Gestational trophoblastic disease (GTD) is a group of conditions related to pregnancy that develop within a woman’s uterus (womb). The abnormal cells begin in the tissue, which would usually be the placenta.
A woman’s body prepares for pregnancy after birth by covering the newly fertilized egg or embryo with a layer of cells called the trophoblast. It helps to implant the embryo onto the uterine wall itself. In GTD, the trophoblast cells are undergoing abnormal changes that enable tumors to grow.
During these types of pregnancies, a baby may or may not develop. Read on to know the signs and symptoms of GTD.
Signs and Symptoms
Tell your doctor about any unusual signs you encounter during pregnancy. Your doctor may suspect you have GTD based on a standard set of signs and symptoms.
Nearly all women with complete hydatidiform moles experience frequent vaginal bleeding during pregnancy. With partial moles, it occurs much less frequently. Bleeding usually begins during the first trimester of pregnancy (13 weeks).
Women with GTD often pass through blood clots or watery brown vaginal discharge. More often, parts of the mole that resemble a grape cluster get dislodged from the uterus and released through the vagina.
This bleeding also prompts the doctor to prescribe an ultrasound that can help diagnose a molar pregnancy.
In a complete molar pregnancy, the uterus and abdomen (belly) may get bigger faster than they do in a healthy pregnancy.

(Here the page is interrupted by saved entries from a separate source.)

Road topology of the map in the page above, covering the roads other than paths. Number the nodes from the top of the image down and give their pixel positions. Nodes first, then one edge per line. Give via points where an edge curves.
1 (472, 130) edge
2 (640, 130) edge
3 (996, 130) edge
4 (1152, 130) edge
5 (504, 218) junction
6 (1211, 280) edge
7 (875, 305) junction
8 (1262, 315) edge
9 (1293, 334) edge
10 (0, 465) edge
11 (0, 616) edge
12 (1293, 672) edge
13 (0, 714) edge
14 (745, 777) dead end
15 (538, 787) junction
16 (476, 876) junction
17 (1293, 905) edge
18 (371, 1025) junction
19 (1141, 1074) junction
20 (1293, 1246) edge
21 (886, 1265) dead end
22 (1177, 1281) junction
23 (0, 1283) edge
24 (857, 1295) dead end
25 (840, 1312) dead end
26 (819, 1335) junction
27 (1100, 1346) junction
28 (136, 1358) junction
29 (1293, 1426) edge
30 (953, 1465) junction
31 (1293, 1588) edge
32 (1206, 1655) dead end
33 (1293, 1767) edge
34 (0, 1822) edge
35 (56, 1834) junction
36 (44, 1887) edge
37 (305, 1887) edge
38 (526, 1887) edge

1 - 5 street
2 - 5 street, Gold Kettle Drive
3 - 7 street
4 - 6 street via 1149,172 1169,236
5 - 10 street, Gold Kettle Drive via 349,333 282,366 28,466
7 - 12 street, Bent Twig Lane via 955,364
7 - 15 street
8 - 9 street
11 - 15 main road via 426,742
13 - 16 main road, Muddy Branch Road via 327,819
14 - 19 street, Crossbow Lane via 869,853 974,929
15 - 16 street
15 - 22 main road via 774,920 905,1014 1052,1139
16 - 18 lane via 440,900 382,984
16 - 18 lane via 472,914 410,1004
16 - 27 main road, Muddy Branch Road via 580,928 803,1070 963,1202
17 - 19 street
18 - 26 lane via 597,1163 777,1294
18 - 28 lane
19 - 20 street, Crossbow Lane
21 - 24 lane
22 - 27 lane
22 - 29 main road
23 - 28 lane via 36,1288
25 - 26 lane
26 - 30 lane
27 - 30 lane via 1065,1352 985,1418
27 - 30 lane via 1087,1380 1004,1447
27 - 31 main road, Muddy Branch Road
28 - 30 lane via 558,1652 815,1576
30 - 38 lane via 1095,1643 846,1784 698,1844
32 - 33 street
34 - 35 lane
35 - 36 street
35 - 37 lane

Abnormal uterine enlargement happens in around 1 out of 4 women with complete moles but only in women with partial moles. Also, this may not be seen early in pregnancy and can be seen in the second trimester more frequently.
HCG, a tumor-made hormone, may cause the formation of fluid-filled cysts (called theca lutein cysts) in the ovaries, which may be large and may also lead to abdominal swelling.
During a typical pregnancy, many women experience nausea and vomiting. However, with GTD, the vomiting may be more frequent and more intense than usual.
Most signs associated with complete moles, such as excessive vomiting or an overactive thyroid gland, seldom happen with partial moles, if ever.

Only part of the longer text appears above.